Bibliographic Collection: 
Publication Type: Journal Article
Authors: Bandini, Elisa; Grossmann, Johannes; Funk, Martina; Albiach-Serrano, Anna; Tennie, Claudio
Year of Publication: 2021
Journal: American Journal of Primatology
Volume: n/a
Issue: n/a
Pagination: e23304
Date Published: 2021/08/11
Publication Language: eng
ISBN Number: 0275-2565
Keywords: individual learning, nut-cracking, Orangutan, Social learning, tool-use

Abstract Nut-cracking with hammer tools (henceforth: nut-cracking) has been argued to be one of the most complex tool-use behaviors observed in nonhuman animals. So far, only chimpanzees, capuchins, and macaques have been observed using tools to crack nuts in the wild (Boesch and Boesch, 1990; Gumert et al., 2009; Mannu and Ottoni, 2009).

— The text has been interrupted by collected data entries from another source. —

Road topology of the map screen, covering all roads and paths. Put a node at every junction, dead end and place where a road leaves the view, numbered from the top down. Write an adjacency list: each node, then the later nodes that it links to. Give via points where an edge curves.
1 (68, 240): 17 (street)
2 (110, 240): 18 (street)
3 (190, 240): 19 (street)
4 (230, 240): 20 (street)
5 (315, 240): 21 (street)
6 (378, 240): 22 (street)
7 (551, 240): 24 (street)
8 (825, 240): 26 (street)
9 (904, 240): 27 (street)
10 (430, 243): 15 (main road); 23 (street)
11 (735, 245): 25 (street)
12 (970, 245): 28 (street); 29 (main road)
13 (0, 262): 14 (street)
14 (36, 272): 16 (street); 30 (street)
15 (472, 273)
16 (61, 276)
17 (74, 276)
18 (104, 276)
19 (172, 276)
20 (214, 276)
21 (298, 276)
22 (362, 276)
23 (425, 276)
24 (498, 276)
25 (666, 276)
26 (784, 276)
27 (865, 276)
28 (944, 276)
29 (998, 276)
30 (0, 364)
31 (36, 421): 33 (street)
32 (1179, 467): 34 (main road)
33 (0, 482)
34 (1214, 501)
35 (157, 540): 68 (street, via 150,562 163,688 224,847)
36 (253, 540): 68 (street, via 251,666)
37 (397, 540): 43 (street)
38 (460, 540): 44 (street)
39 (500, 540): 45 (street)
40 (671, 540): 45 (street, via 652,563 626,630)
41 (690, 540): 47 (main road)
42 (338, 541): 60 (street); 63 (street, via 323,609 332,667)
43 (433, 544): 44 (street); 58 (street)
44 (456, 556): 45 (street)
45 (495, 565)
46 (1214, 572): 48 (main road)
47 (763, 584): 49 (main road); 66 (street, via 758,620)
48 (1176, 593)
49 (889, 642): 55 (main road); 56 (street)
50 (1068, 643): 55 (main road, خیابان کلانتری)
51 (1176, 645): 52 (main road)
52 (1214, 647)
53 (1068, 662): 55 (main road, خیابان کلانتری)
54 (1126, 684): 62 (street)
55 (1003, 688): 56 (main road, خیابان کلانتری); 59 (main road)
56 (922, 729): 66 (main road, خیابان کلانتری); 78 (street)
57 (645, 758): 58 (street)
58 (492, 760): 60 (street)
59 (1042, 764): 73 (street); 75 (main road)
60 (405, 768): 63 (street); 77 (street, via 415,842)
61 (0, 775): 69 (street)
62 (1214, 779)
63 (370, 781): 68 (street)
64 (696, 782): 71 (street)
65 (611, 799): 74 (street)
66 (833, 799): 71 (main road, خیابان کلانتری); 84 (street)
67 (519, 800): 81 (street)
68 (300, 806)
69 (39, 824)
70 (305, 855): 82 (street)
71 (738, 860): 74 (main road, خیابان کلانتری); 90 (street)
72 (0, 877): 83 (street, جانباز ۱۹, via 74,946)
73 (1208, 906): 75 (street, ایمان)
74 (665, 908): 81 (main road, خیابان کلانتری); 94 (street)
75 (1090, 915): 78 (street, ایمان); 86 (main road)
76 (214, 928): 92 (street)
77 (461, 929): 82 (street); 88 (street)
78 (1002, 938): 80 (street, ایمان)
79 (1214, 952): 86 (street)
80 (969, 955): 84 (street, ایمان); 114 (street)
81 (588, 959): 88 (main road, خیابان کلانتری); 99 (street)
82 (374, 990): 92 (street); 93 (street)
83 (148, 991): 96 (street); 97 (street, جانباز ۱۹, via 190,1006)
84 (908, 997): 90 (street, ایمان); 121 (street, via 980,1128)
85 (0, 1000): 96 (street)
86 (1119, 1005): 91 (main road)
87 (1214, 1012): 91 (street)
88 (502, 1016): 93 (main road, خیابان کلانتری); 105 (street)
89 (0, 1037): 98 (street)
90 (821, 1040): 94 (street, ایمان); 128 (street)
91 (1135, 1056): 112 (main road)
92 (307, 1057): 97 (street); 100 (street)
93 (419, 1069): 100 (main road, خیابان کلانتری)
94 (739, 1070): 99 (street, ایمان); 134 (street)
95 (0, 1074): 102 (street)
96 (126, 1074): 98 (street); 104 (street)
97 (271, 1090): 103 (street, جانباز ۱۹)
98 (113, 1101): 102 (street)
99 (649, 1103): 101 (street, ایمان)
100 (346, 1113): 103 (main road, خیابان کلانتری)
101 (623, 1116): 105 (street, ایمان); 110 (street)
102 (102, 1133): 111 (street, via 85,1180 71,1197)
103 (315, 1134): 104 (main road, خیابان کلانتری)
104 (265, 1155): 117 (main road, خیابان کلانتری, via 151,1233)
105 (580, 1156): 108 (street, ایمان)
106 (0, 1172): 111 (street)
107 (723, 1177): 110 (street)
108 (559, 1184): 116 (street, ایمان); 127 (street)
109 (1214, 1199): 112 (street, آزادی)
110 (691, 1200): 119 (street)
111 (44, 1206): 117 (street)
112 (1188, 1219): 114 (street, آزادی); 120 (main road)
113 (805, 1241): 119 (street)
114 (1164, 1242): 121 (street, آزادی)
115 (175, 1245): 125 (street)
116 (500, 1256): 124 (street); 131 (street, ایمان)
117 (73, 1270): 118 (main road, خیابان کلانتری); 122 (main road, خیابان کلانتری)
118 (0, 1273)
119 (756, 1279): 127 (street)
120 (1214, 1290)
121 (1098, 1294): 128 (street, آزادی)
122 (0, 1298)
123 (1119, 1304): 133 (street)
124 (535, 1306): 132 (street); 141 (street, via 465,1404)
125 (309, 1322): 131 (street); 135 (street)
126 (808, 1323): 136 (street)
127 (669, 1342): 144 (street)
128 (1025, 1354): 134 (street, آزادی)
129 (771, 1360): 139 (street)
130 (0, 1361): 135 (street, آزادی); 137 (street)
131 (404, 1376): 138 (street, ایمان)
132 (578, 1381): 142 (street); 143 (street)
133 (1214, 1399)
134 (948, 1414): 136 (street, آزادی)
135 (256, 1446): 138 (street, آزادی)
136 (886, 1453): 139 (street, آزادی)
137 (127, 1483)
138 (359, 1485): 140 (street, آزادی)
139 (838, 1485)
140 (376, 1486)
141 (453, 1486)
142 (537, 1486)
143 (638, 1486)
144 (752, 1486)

However, the learning mechanisms behind this behavior, and the extent of nut-cracking in other primate species are still unknown. The aim of this study was two-fold. First, we investigated whether another great ape species would develop nut-cracking when provided with all the tools and appropriate conditions to do so. Second, we examined the mechanisms behind the emergence of nut-cracking by testing a naïve sample. Orangutans (Pongo abelii and Pongo pygmaeus) have the second most extensive tool-use repertoire among the great apes (after chimpanzees) and show flexible problem-solving capacities. Orangutans have not been observed cracking nuts in the wild, however, perhaps because their arboreal habits provide limited opportunities for nut-cracking. Therefore, orangutans are a valid candidate species for the investigation of the development of this behavior. Four nut-cracking-naïve orangutans at Leipzig zoo (P. abelii; Mage?=?16; age range?=?10?19; 4F; at the time of testing) were provided with nuts and hammers but were not demonstrated the nut-cracking behavioral form. Additionally, we report data from a previously unpublished study by one of the authors (Martina Funk) with eight orangutans housed at Zürich zoo (six P. abelii and two P. pygmaeus; Mage?=?14; age range?=?2?30; 5F; at the time of testing) that followed a similar testing paradigm. Out of the twelve orangutans tested, at least four individuals, one from Leipzig (P. abelii) and three from Zürich (P. abelii and P. pygmaeus), spontaneously expressed nut-cracking using wooden hammers. These results demonstrate that nut-cracking can emerge in orangutans through individual learning and certain types of non-copying social learning.